As duas personagens, figuras de excepção (como convém ao espírito clássico da tragédia), são irresistivelmente levadas a um encontro e a uma união que afirmam a supremacia do Sentimento, concebido segundo um padrão elevado a ideal.

Perante os obstáculos oferecidos por Afonso e respeitados pelos próprios amantes, assiste-se à intensificação das relações amorosas que atinge o seu auge na felicidade perfeita(b).

«Carlos era positivamente o homem mais feliz destes reinos! Em torno dele só havia felicidades, doçuras. Era rico, inteligente, de uma saúde de pinheiro novo; passava a vida adorando e adorado; só tinha o número de inimigos que é necessário para confirmar uma superioridade; nunca sofrera de dispepsia; jogava as armas bastante para ser temido; e na sua complacência de forte nem a tolice pública o irritava. Ser verdadeiramente ditoso!»

Quando a união se torna perfeita, quando o sentimento se eleva ao ponto superior da sua realização, desaba a catástrofe - depara-se-nos a tragédia.

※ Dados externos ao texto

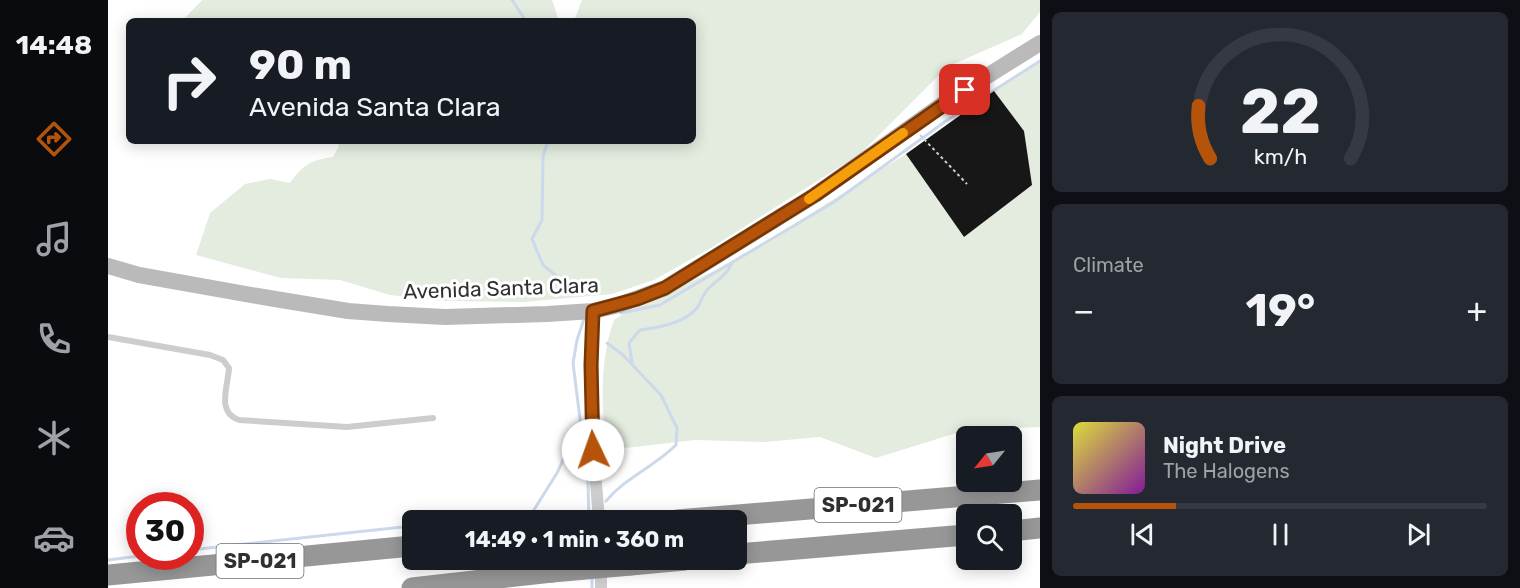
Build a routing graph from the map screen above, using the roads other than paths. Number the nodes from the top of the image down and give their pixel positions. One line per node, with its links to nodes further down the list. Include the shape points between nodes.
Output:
1 (1040, 43): 3 (street, Avenida Santa Clara, via 947,101 815,195 665,288)
2 (112, 269): 3 (street, Avenida Santa Clara, via 358,312 446,317)
3 (593, 311): 7 (street, via 592,434)
4 (108, 336): 5 (lane, via 223,360 229,368 224,404 229,415 239,420 347,427)
5 (433, 418)
6 (1040, 490): 8 (highway, SP-021)
7 (597, 510)
8 (747, 514)
9 (1040, 528): 10 (highway)
10 (1022, 530)
11 (956, 536): 13 (highway, SP-021)
12 (402, 547): 16 (highway, SP-021)
13 (747, 553)
14 (575, 570): 17 (highway, bridge)
15 (601, 570): 18 (street)
16 (108, 575)
17 (412, 588)
18 (601, 588)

Na mesma noite em que Ega, extasiado, faz as considerações acima trancritas, nessa mesma noite, por intermédio de Guimarães, a tragédia desaba(c).

Carlos, ao tentar a recusa de uma verdade imposta pelo «implacável destino» (a) concorre para a sua completa realização - a efectivação de um incesto consciente.

Classicamente, o aparecimento da tragédia, não só corta o desenrolar harmonioso dos acontecimentos, como também impede a reestruturação dos mesmos. A Fatalidade aniquila, digamos, a possibilidade de recuperação.

[...]

Gandra, Maria António / Oliveira, Luís Amaro de, Caderno Para Uma Direcção de Leitura de OS MAIAS, Porto Editora, Ldª, Porto, 1987

 

Notas do autor desta página:

(a)  A intromissão desta fatalidade superior (destino) escapa às leis do naturalismo. Aliás, as referências, na obra, a esta fatalidade são inúmeras, bem como os indícios e elementos premonitórios que para ela apontam.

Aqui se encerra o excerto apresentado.